How to better understand this pic. Is this ocml grammar ?
With the exception of ‘/’ instead of ‘|’ and ‘<-’ instead of ‘=’, this is just EBNF https://en.wikipedia.org/wiki/Extended_Backus–Naur_form#:~:text=In%20computer%20science%2C%20extended%20Backus,as%20a%20computer%20programming%20language.
Thanks for the question, @gengjiawen!
It looks like this is from section 6.4 Expression grammar. This grammar corresponds to the expression part of the subset of TypeScript/JavaScript that we are trying to implement in the book. It uses PEG notation (Parsing Expression Grammar). You might have heard of other similar notations such as EBNF, for example. The previous chapter 5 introduced parsing combinators and along with a light introduction of the PEG notation. (Perhaps, too light?)
The following paper (PDF) introduced PEG and its notation and is very approachable if you want to have dive into this area: https://bford.info/pub/lang/peg.pdf.
Ah PEG, gotcha! It is exactly the correct syntax, haha.
@beefok, yeah PEG and EBNF are very similar. For mundane academic reasons I decided to use PEG for the book, even though EBNF is generally more familiar.
I find this very hard to understand. Maybe add more context and give an introduction here here will make it easier to read.
Thanks for your feedback, @gengjiawen. I will give it some more thought and will try to improve this part, but this will probably take some time. In the meanwhile feel free to post more questions.
Here’s some informal description of what this PEG grammar stands for. It has operators similar to regular expressions: *
means repetition, ?
means optionality. However, there are differences too. Notably, strings must be quoted. This way "hi" ?
means a grammar that corresponds to either hi
or an empty string.
Grammar rules are just names for existing expressions. If you define a rule hi <- "hi" ?
, then you can write just hi
instead of "hi" ?
.
There are parser tools that generate parsers from this kind of grammar description, however, in the book we implement the parser manually (using parser combinators), however, it still helps (at least to me) to think about grammars first before jumping to implement the parser combinators.
The expression grammar from the book doesn’t use quoted strings. Instead, it follows this convention that simplest rules (our pseudo-tokens) are capitalized.
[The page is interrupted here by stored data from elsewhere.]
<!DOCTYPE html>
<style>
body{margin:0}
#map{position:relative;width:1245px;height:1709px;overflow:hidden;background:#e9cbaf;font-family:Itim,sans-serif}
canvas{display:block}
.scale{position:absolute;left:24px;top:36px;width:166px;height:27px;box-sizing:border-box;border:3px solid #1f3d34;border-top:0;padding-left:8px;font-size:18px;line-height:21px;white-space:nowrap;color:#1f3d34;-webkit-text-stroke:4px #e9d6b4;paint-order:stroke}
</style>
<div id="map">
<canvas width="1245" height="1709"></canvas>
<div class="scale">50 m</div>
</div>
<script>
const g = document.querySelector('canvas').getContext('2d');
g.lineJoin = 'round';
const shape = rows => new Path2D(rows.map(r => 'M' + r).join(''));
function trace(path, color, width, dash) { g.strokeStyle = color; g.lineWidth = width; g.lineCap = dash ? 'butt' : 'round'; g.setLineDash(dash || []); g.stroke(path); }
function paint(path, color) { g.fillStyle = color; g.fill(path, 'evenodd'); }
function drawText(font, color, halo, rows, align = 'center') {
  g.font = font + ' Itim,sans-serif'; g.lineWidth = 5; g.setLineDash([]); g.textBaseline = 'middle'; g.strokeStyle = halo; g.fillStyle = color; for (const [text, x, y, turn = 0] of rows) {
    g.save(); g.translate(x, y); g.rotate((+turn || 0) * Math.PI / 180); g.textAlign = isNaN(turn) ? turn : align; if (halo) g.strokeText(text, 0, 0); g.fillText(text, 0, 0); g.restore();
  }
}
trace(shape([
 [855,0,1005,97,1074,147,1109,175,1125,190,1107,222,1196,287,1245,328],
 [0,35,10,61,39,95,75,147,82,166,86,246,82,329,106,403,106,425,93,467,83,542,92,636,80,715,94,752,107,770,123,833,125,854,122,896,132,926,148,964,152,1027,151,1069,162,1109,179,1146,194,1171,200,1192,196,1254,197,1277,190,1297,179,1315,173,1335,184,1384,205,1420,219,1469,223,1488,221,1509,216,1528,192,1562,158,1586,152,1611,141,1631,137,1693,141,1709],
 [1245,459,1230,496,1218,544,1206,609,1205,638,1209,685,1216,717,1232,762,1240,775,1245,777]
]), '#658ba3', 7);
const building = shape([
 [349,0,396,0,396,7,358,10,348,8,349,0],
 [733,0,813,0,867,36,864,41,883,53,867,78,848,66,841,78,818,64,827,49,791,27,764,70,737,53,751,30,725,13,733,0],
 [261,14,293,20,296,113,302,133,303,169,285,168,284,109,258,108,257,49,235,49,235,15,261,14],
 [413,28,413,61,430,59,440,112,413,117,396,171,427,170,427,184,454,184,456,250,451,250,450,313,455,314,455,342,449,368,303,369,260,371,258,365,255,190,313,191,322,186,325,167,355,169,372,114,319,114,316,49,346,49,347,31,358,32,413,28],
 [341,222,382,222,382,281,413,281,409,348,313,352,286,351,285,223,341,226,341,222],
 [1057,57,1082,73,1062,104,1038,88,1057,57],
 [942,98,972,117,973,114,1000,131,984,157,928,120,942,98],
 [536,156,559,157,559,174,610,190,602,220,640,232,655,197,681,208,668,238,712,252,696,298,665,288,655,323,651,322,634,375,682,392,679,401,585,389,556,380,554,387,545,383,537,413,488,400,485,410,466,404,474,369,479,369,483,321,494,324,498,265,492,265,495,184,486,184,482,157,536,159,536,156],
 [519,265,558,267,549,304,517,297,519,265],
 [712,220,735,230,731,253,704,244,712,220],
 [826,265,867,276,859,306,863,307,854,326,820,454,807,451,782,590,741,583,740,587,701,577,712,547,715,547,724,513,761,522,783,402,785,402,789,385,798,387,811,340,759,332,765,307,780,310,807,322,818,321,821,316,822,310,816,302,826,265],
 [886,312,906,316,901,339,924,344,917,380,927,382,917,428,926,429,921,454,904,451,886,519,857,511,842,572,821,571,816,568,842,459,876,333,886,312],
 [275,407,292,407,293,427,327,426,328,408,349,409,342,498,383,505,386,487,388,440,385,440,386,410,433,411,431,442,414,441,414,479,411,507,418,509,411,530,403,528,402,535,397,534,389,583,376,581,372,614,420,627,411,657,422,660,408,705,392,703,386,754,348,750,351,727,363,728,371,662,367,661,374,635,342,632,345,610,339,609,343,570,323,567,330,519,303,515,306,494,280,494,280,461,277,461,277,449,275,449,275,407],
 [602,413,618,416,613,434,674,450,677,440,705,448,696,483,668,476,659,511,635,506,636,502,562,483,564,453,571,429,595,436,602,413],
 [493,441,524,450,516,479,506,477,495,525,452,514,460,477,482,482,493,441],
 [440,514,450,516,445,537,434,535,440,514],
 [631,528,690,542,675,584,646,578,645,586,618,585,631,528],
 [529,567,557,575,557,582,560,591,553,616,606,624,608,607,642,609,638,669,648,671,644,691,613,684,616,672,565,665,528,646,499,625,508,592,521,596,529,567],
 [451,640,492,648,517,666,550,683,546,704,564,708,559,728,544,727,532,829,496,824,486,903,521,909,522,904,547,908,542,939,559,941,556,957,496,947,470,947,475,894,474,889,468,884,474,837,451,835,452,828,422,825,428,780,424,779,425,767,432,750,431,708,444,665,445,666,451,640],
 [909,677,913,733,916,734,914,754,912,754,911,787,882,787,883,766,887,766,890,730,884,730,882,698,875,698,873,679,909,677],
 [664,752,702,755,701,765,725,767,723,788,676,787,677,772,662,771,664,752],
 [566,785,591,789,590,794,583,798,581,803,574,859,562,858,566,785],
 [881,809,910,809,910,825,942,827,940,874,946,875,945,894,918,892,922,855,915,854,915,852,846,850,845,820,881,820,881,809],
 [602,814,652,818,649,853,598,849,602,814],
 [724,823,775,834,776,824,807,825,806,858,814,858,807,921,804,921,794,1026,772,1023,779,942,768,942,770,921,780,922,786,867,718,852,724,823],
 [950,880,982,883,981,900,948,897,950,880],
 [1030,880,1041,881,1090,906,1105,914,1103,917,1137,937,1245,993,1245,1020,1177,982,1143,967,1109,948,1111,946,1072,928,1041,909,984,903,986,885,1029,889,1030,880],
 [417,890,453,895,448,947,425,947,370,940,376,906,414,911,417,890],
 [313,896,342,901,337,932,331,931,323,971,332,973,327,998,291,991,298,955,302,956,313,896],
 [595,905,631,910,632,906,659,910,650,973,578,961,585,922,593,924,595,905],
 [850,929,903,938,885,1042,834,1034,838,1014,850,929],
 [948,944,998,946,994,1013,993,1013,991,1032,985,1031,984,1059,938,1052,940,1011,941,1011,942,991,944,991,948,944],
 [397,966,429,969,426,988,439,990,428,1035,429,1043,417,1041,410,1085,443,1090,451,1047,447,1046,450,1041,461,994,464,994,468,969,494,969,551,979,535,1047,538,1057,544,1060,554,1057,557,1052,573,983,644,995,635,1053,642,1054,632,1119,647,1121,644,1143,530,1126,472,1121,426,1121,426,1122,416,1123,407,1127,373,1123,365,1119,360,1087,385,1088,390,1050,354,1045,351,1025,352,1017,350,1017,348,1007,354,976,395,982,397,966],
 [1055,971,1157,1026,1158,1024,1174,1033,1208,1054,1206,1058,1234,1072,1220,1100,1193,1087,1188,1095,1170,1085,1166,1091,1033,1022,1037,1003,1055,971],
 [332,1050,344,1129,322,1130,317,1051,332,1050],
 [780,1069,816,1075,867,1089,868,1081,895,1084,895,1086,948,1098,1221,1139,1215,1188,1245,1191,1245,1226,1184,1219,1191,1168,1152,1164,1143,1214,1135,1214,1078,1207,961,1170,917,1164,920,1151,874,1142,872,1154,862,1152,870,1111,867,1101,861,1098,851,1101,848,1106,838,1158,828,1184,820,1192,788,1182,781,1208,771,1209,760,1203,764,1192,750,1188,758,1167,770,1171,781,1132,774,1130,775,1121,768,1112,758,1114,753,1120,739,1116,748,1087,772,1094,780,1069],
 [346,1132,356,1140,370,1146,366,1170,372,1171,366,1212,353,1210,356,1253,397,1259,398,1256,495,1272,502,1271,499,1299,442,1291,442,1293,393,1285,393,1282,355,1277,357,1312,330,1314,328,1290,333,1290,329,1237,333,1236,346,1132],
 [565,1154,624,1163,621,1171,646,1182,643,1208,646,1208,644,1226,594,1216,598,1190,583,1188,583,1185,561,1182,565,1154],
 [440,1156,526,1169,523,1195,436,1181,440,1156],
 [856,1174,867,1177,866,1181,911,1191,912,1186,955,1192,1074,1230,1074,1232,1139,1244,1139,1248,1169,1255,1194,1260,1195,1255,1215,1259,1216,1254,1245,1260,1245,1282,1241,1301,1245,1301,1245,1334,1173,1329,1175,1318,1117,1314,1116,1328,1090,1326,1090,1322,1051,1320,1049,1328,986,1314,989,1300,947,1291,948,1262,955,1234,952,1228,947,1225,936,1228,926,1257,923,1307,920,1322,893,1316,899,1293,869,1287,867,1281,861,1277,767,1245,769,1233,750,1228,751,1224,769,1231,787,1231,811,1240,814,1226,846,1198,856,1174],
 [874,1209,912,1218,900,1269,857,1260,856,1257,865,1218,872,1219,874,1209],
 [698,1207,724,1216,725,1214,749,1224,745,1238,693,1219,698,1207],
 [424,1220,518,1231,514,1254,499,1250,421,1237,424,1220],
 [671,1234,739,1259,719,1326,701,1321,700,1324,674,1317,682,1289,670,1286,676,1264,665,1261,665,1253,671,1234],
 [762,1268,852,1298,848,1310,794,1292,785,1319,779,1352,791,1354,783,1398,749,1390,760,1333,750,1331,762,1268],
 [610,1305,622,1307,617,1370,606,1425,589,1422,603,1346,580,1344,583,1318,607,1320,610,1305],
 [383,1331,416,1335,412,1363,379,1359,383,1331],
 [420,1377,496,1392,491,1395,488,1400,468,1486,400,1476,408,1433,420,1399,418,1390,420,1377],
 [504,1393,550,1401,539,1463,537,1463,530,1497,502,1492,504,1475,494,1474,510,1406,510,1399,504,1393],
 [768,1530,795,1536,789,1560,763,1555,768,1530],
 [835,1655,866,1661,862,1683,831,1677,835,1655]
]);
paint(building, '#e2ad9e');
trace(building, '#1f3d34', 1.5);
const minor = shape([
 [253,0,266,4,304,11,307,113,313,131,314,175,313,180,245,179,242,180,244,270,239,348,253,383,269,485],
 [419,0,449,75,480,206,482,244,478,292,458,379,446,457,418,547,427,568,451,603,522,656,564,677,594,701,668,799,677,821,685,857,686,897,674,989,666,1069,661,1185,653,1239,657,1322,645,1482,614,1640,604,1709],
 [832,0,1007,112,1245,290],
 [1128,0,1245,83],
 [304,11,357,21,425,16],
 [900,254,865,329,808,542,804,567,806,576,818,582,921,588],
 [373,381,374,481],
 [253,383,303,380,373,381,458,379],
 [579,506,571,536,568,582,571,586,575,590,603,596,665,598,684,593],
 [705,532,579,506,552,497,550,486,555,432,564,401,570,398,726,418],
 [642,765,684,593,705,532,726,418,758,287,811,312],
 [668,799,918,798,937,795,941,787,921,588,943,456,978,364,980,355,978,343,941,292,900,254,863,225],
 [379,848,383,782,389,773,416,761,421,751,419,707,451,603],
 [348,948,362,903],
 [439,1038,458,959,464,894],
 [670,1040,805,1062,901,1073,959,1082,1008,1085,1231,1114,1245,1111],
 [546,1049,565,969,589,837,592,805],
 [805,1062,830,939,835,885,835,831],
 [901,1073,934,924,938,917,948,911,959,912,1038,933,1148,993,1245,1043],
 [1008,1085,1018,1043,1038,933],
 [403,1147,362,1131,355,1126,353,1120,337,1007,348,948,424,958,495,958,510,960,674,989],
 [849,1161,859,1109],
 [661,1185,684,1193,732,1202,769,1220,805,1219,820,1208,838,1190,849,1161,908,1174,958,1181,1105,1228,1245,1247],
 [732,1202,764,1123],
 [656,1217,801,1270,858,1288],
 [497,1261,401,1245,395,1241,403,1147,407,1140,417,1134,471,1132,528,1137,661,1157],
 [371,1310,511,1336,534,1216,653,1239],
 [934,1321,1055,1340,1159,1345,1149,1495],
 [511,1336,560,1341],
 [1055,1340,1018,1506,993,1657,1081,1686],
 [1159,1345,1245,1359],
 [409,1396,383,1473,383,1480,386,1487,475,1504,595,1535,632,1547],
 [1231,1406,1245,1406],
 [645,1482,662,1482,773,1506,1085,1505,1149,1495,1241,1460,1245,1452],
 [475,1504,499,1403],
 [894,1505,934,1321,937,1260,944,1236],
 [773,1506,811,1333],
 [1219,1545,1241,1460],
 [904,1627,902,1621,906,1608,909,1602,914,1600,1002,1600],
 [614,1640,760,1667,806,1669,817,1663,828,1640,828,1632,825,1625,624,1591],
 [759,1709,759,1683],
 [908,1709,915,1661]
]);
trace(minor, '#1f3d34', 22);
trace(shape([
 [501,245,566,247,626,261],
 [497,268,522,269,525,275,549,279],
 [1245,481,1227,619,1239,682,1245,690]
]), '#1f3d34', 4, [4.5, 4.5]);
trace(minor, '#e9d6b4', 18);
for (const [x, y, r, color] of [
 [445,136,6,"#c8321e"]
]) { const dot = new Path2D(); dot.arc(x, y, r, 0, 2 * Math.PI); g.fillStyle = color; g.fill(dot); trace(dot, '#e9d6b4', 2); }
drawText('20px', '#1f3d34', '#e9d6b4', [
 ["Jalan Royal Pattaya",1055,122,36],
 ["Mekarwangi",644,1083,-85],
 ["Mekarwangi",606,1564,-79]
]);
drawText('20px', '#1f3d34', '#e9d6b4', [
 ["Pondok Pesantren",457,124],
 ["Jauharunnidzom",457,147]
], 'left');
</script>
They are defined using the token
parser combinator.
args <- (expression (COMMA expression)*)?
call <- ID LEFT_PAREN args RIGHT_PAREN
atom <- call / ID / NUMBER
/ LEFT_PAREN expression RIGHT_PAREN
unary <- NOT? atom
product <- unary ((STAR / SLASH) unary)*
sum <- product ((PLUS / MINUS) product)*
comparison <- sum ((EQUAL / NOT_EQUAL) sum)*
expression <- comparison
This grammar is pretty involved, but the book goes over each of the rule and shows how to implement it using our parser combinators.
Let’s look at one of the rules, call
:
call <- ID LEFT_PAREN args RIGHT_PAREN
It says that a call starts with an identifier, followed by an opening parenthesis, then arguments (defined separately), then a closing parenthesis. This way f(x)
fits our call
rule, but f[x]
does not.
The implementation of call
from the book, using parser combinators:
// call <- ID LEFT_PAREN args RIGHT_PAREN
let call =
ID.and(LEFT_PAREN.and(args.and(RIGHT_PAREN)))
Hope this helps! If not, let me know. I appreciate all the feedback.
I still find this a bits of hard to understand. Maybe we can apply tdd here.
Like write a simple test case for
args <- (expression (COMMA expression)*)?
This maybe easier to understand.
Also I think I need to understand PEG to move on. Any other material other than the pdf essay.
You can find some test that might be helpful in the book’s repo:
If you take call
, as an example:
// call <- ID LEFT_PAREN args RIGHT_PAREN
let call =
ID.and(LEFT_PAREN.and(args.and(RIGHT_PAREN)))
You can write a test like this:
let node = call.parseStringToCompletion("f(x)");
console.assert(node.equals(new Call("f", new Id("x"))));
Apart from the paper (wich is quite approachable, as I remember), maybe this Wikipedia example could be of some help?
Thanks,this is more clear.
Maybe we can reorganise book split every PEG rule with code and test.
This surely helps for readers like me.
Maybe we can reorganise book split every PEG rule with code and test.
Maybe this is the way to go; I’ll have to think about that.